British television studio operator

Alpha Television was a British limited company which operated television studios in Aston, Birmingham from 1956 to 1970.

== History ==
The company was formed in 1956 as a joint venture between two newly created Independent Television (ITV) companies, ATV and ABC. The former operated the contract to broadcast programming to the Midlands during the week, the latter at weekends.

The respective companies would later establish production centres near London and Manchester (ATV at Elstree, ABC at Teddington and Didsbury), but despite conflicts over contract applications and rivalry over the corporate acronym, the costs of creating separate facilities in the Midlands led to a decision to cooperate. A separate holding company to operate the centre, Alpha Television Services (Birmingham) Limited, was formed.

The new company purchased the former Astoria Cinema in Aston Road North which had closed a few months earlier.

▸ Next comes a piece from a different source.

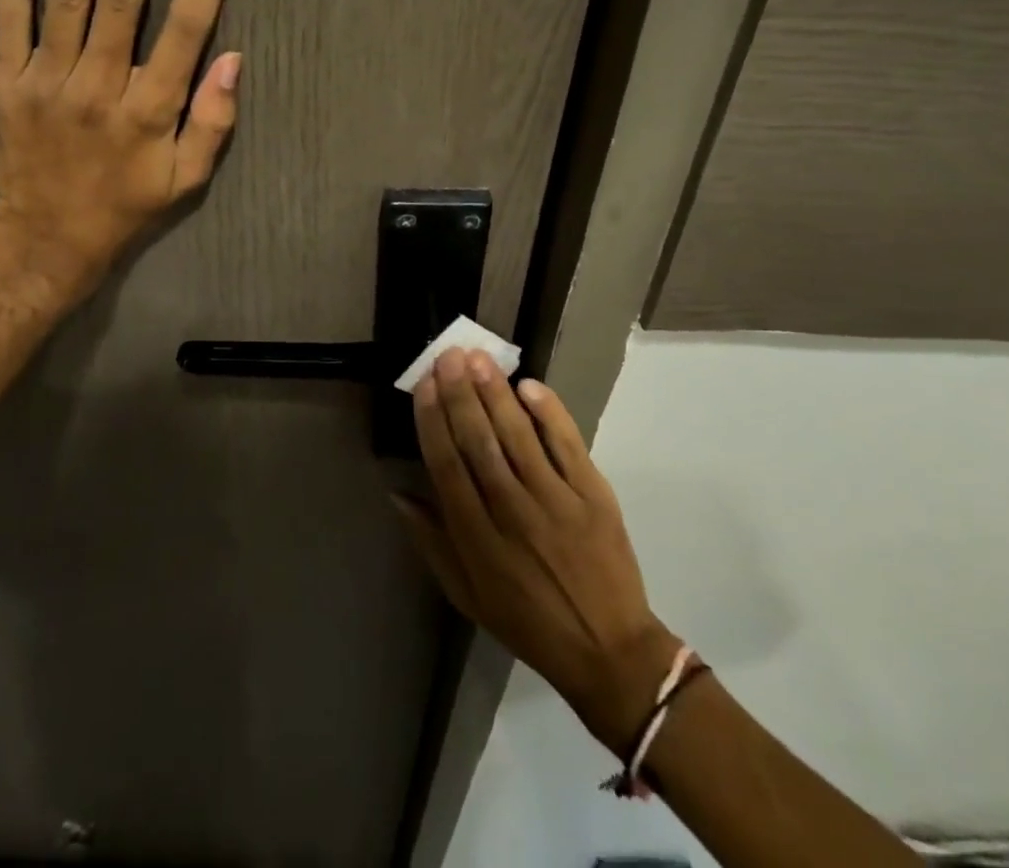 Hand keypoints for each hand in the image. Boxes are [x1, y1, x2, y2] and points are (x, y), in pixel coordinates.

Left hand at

Initial alterations created one studio with production facilities supplied by an outside broadcast vehicle, telecine facilities and separate presentation suites for ATV and ABC.

In 1963, ATV and ABC decided to upgrade facilities at Aston and a substantial investment saw the creation of an office block, canteen and second studio adjacent to the existing site, while the facade of the original cinema was re-constructed to match. New facilities included an enlarged telecine facility, master control and presentation suites.

== Closure ==
In 1967, the regulatory body for ITV, the Independent Television Authority, announced significant changes to the regional contracts to broadcast ITV. ABC Weekend Television lost its Midlands weekend contract as the authority decided to create a seven-day licence for the area, which they awarded to ATV. ABC were offered the London weekday contract upon condition of a merger with the existing holder Rediffusion, in the process becoming Thames Television.

As a result, ABC decided to sell their stake in Alpha Television to ATV as their interest in the Midlands had ended. However the Alpha studios were designed for monochrome broadcasting and as the ITV network was planning to launch colour transmissions in late 1969, ATV decided to construct new purpose-built colour studios in central Birmingham.

In October 1968, work started on the Paradise Centre (later known as ATV Centre), a £15 million (equivalent to £ million today) complex known as Alpha Tower off Broad Street. By early 1970 the Alpha Studios were closed with all employees being transferred to ATV (renamed as ATV Network), and Alpha Television Services (Birmingham) Limited went into voluntary liquidation and ceased trading.

== Later use ==
The site had a variety of uses until purchased by the Independent Local Radio station BRMB in 1974. The station vacated the site in 1996 to new facilities at Brindleyplace, a few hundred yards from the former ATV studios on Broad Street. The office block remains although the converted cinema was demolished.